At the same time, women are still also sexualized, shamed, and assigned worth based solely on their bodies. So much of our media relies on women being attractive and alluring in order to sell products and content to buyers and, unfortunately, we all take part in it whether we do so willingly or not. We base the value of women, and men as well, on outer appearance, something that is literally a game of genetic chance. Beauty standards also fuel the existence of slut shaming and rape culture, making it an even more problematic set of ideas rooted in gender norms. Clearly the emphasis on beauty has done more harm than good, even leading to a woman being fired from her job as a dental assistant for being too attractive and ‘irresistible’ (ABC, 2014).

Source: Someecards.com
Source: Someecards.com

But at the same time, feminism isn’t just about benefits for women, it’s about helping men out too! Men face all kinds of discrimination because of gender roles and stereotypes. Masculine ideals are hurting men of all ages. Men and boys being told that men are strong, brave, and don’t cry is just as harmful as women being called sluts or whores. In a feminist world, no one is boxed in to assigned gender roles and doesn’t have to fear being shut out because they don’t conform to the norm.

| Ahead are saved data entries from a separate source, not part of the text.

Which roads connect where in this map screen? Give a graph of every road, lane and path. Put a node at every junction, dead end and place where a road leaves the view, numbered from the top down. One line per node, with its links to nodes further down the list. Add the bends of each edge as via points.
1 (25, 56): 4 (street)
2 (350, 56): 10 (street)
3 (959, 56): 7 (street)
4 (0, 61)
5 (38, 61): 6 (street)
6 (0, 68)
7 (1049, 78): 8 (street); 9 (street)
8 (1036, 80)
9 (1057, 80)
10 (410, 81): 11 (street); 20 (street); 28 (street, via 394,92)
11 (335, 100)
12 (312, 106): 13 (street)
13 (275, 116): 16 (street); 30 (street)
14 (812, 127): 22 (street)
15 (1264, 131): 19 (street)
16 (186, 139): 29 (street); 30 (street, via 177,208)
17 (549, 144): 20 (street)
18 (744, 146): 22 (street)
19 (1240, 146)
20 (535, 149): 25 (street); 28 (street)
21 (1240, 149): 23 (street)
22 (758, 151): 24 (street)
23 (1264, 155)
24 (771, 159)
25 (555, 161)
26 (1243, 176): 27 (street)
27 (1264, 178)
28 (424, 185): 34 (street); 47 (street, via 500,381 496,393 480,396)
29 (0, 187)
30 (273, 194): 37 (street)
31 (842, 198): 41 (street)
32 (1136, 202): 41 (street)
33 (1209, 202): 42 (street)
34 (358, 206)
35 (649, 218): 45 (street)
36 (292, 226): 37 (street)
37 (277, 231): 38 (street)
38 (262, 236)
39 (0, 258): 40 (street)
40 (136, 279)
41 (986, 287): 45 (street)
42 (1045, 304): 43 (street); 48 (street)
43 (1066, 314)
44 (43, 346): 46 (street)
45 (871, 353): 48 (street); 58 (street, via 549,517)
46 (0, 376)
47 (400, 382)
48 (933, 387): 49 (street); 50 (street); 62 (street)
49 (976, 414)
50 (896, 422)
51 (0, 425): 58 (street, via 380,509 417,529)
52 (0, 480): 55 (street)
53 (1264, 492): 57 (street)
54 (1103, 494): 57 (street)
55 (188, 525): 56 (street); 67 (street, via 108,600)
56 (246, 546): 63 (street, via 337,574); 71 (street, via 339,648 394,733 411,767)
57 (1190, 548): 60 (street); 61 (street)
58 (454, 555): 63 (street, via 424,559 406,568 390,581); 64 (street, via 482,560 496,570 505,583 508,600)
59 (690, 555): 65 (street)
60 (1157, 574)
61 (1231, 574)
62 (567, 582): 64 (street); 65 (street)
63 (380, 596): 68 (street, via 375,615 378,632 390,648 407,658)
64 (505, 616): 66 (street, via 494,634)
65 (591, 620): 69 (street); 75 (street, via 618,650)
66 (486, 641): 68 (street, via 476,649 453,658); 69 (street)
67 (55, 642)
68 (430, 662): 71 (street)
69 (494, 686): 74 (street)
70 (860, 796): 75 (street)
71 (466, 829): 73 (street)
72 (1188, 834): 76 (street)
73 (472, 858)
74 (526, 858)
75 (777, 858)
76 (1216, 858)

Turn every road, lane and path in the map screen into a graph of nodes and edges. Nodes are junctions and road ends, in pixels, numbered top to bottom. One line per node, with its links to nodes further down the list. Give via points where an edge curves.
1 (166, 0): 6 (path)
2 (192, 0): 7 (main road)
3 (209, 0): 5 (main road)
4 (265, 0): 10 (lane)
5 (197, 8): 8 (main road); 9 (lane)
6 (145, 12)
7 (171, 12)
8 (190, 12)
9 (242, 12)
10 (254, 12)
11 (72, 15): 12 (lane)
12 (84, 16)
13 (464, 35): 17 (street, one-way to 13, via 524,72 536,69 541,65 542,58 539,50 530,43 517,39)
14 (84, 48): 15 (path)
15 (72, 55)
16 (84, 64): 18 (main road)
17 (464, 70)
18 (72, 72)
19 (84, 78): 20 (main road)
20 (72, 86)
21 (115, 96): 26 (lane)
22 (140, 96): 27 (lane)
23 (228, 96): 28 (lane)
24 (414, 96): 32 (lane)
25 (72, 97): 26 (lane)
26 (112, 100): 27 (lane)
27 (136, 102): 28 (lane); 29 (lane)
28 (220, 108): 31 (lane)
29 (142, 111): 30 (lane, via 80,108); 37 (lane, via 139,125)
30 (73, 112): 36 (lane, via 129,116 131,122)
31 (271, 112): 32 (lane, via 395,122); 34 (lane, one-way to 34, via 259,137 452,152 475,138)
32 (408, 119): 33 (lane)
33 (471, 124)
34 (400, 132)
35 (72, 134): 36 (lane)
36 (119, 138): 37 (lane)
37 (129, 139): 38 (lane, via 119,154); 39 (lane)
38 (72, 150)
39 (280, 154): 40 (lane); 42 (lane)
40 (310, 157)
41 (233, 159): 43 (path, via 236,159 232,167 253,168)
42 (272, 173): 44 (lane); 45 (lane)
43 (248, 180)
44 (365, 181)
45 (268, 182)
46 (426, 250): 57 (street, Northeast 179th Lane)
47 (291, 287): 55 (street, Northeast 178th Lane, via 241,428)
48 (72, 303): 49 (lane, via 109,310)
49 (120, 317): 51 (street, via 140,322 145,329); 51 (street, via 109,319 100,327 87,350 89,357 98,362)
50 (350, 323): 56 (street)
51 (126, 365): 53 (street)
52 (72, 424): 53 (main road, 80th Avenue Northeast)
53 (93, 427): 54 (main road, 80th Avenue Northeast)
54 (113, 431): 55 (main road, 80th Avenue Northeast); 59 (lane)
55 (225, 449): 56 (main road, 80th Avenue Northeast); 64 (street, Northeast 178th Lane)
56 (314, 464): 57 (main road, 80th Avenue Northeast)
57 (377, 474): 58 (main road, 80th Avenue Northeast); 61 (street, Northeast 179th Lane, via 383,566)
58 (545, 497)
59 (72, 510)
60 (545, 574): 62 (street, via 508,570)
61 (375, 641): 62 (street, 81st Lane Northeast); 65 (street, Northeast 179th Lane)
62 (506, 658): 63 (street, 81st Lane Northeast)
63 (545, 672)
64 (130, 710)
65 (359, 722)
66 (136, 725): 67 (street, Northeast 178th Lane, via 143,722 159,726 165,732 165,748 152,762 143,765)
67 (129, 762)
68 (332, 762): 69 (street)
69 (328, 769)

Even though we have a long road ahead of us towards reaching equality, it can be done. Men and women can and will benefit from feminism, but it is crucial that both the purpose and driving force behind this movement do not get lost in the conversation. So, if you ever find yourself forgetting why we need feminism, consider the fact that it is an empowering movement for everyone and will create an equal society. However, if you only take away one thing from this post, let it be this funny, new age feminist mantra: pizza rolls, not gender roles.

As this is the last installment of the Femme Avenger, thank you to all who read once or every week. You have challenged me and I hope this blog has provoked new thoughts in you as well.